Work request:
From the first line to the last, transcribe the data exactly.
*** Data to process ***
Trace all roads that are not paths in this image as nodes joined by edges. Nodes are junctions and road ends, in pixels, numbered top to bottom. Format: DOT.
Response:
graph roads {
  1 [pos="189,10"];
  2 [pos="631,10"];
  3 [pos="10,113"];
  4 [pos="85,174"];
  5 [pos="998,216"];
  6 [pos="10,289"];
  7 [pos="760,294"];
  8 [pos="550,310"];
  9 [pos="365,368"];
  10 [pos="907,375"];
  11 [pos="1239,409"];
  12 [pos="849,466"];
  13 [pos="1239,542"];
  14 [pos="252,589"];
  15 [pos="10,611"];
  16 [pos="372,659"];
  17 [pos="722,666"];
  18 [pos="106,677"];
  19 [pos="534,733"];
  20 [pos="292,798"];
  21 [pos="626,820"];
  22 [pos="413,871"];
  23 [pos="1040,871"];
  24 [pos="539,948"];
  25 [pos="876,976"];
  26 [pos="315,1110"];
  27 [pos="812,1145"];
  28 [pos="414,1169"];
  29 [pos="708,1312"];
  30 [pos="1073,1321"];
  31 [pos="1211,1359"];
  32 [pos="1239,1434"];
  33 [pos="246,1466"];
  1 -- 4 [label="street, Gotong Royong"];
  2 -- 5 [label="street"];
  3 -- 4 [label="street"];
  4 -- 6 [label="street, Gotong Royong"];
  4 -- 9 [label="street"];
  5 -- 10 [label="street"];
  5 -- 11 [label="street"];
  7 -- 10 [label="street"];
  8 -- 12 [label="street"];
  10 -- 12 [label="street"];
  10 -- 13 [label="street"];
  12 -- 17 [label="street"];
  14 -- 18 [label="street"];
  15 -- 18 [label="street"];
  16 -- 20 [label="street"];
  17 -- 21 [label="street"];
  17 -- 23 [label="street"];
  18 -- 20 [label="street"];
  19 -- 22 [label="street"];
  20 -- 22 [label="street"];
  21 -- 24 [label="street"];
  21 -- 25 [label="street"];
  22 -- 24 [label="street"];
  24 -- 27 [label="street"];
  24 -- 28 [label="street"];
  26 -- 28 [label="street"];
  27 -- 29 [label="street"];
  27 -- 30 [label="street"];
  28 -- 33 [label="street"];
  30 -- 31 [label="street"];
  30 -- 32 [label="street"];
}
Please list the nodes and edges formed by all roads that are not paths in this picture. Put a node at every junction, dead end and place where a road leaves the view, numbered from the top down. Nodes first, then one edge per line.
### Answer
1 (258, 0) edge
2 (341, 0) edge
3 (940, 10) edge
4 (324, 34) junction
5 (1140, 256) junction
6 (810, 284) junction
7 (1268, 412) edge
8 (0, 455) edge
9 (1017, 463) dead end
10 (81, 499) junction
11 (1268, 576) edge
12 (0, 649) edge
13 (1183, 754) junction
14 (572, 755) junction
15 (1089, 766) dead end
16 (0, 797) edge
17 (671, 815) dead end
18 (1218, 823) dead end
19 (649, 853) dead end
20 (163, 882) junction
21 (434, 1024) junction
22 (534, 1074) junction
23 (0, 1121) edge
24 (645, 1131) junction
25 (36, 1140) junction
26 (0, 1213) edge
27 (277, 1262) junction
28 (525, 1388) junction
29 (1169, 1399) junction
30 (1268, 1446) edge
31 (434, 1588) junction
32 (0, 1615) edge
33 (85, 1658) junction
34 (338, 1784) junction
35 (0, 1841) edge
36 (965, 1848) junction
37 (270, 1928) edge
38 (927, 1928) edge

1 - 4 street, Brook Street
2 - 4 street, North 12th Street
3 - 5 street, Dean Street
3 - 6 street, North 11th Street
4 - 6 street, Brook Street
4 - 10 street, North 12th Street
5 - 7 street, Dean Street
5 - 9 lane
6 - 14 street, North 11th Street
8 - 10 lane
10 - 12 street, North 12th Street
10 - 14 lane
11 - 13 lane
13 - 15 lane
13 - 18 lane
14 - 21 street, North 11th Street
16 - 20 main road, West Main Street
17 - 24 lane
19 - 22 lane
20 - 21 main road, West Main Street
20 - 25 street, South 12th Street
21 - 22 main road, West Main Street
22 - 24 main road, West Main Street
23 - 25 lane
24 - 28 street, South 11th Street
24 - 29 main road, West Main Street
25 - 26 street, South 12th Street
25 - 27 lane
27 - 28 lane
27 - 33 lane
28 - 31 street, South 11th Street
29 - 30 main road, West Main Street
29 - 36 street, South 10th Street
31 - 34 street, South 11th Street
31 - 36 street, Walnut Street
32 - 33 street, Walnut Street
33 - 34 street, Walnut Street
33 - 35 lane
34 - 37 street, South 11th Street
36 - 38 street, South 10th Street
*** End of Data to process ***
Task response:
Trace all roads that are not paths in this image as nodes joined by edges. Nodes are junctions and road ends, in pixels, numbered top to bottom. Format: DOT.
Response:
graph roads {
  1 [pos="189,10"];
  2 [pos="631,10"];
  3 [pos="10,113"];
  4 [pos="85,174"];
  5 [pos="998,216"];
  6 [pos="10,289"];
  7 [pos="760,294"];
  8 [pos="550,310"];
  9 [pos="365,368"];
  10 [pos="907,375"];
  11 [pos="1239,409"];
  12 [pos="849,466"];
  13 [pos="1239,542"];
  14 [pos="252,589"];
  15 [pos="10,611"];
  16 [pos="372,659"];
  17 [pos="722,666"];
  18 [pos="106,677"];
  19 [pos="534,733"];
  20 [pos="292,798"];
  21 [pos="626,820"];
  22 [pos="413,871"];
  23 [pos="1040,871"];
  24 [pos="539,948"];
  25 [pos="876,976"];
  26 [pos="315,1110"];
  27 [pos="812,1145"];
  28 [pos="414,1169"];
  29 [pos="708,1312"];
  30 [pos="1073,1321"];
  31 [pos="1211,1359"];
  32 [pos="1239,1434"];
  33 [pos="246,1466"];
  1 -- 4 [label="street, Gotong Royong"];
  2 -- 5 [label="street"];
  3 -- 4 [label="street"];
  4 -- 6 [label="street, Gotong Royong"];
  4 -- 9 [label="street"];
  5 -- 10 [label="street"];
  5 -- 11 [label="street"];
  7 -- 10 [label="street"];
  8 -- 12 [label="street"];
  10 -- 12 [label="street"];
  10 -- 13 [label="street"];
  12 -- 17 [label="street"];
  14 -- 18 [label="street"];
  15 -- 18 [label="street"];
  16 -- 20 [label="street"];
  17 -- 21 [label="street"];
  17 -- 23 [label="street"];
  18 -- 20 [label="street"];
  19 -- 22 [label="street"];
  20 -- 22 [label="street"];
  21 -- 24 [label="street"];
  21 -- 25 [label="street"];
  22 -- 24 [label="street"];
  24 -- 27 [label="street"];
  24 -- 28 [label="street"];
  26 -- 28 [label="street"];
  27 -- 29 [label="street"];
  27 -- 30 [label="street"];
  28 -- 33 [label="street"];
  30 -- 31 [label="street"];
  30 -- 32 [label="street"];
}
Please list the nodes and edges formed by all roads that are not paths in this picture. Put a node at every junction, dead end and place where a road leaves the view, numbered from the top down. Nodes first, then one edge per line.
### Answer
1 (258, 0) edge
2 (341, 0) edge
3 (940, 10) edge
4 (324, 34) junction
5 (1140, 256) junction
6 (810, 284) junction
7 (1268, 412) edge
8 (0, 455) edge
9 (1017, 463) dead end
10 (81, 499) junction
11 (1268, 576) edge
12 (0, 649) edge
13 (1183, 754) junction
14 (572, 755) junction
15 (1089, 766) dead end
16 (0, 797) edge
17 (671, 815) dead end
18 (1218, 823) dead end
19 (649, 853) dead end
20 (163, 882) junction
21 (434, 1024) junction
22 (534, 1074) junction
23 (0, 1121) edge
24 (645, 1131) junction
25 (36, 1140) junction
26 (0, 1213) edge
27 (277, 1262) junction
28 (525, 1388) junction
29 (1169, 1399) junction
30 (1268, 1446) edge
31 (434, 1588) junction
32 (0, 1615) edge
33 (85, 1658) junction
34 (338, 1784) junction
35 (0, 1841) edge
36 (965, 1848) junction
37 (270, 1928) edge
38 (927, 1928) edge

1 - 4 street, Brook Street
2 - 4 street, North 12th Street
3 - 5 street, Dean Street
3 - 6 street, North 11th Street
4 - 6 street, Brook Street
4 - 10 street, North 12th Street
5 - 7 street, Dean Street
5 - 9 lane
6 - 14 street, North 11th Street
8 - 10 lane
10 - 12 street, North 12th Street
10 - 14 lane
11 - 13 lane
13 - 15 lane
13 - 18 lane
14 - 21 street, North 11th Street
16 - 20 main road, West Main Street
17 - 24 lane
19 - 22 lane
20 - 21 main road, West Main Street
20 - 25 street, South 12th Street
21 - 22 main road, West Main Street
22 - 24 main road, West Main Street
23 - 25 lane
24 - 28 street, South 11th Street
24 - 29 main road, West Main Street
25 - 26 street, South 12th Street
25 - 27 lane
27 - 28 lane
27 - 33 lane
28 - 31 street, South 11th Street
29 - 30 main road, West Main Street
29 - 36 street, South 10th Street
31 - 34 street, South 11th Street
31 - 36 street, Walnut Street
32 - 33 street, Walnut Street
33 - 34 street, Walnut Street
33 - 35 lane
34 - 37 street, South 11th Street
36 - 38 street, South 10th Street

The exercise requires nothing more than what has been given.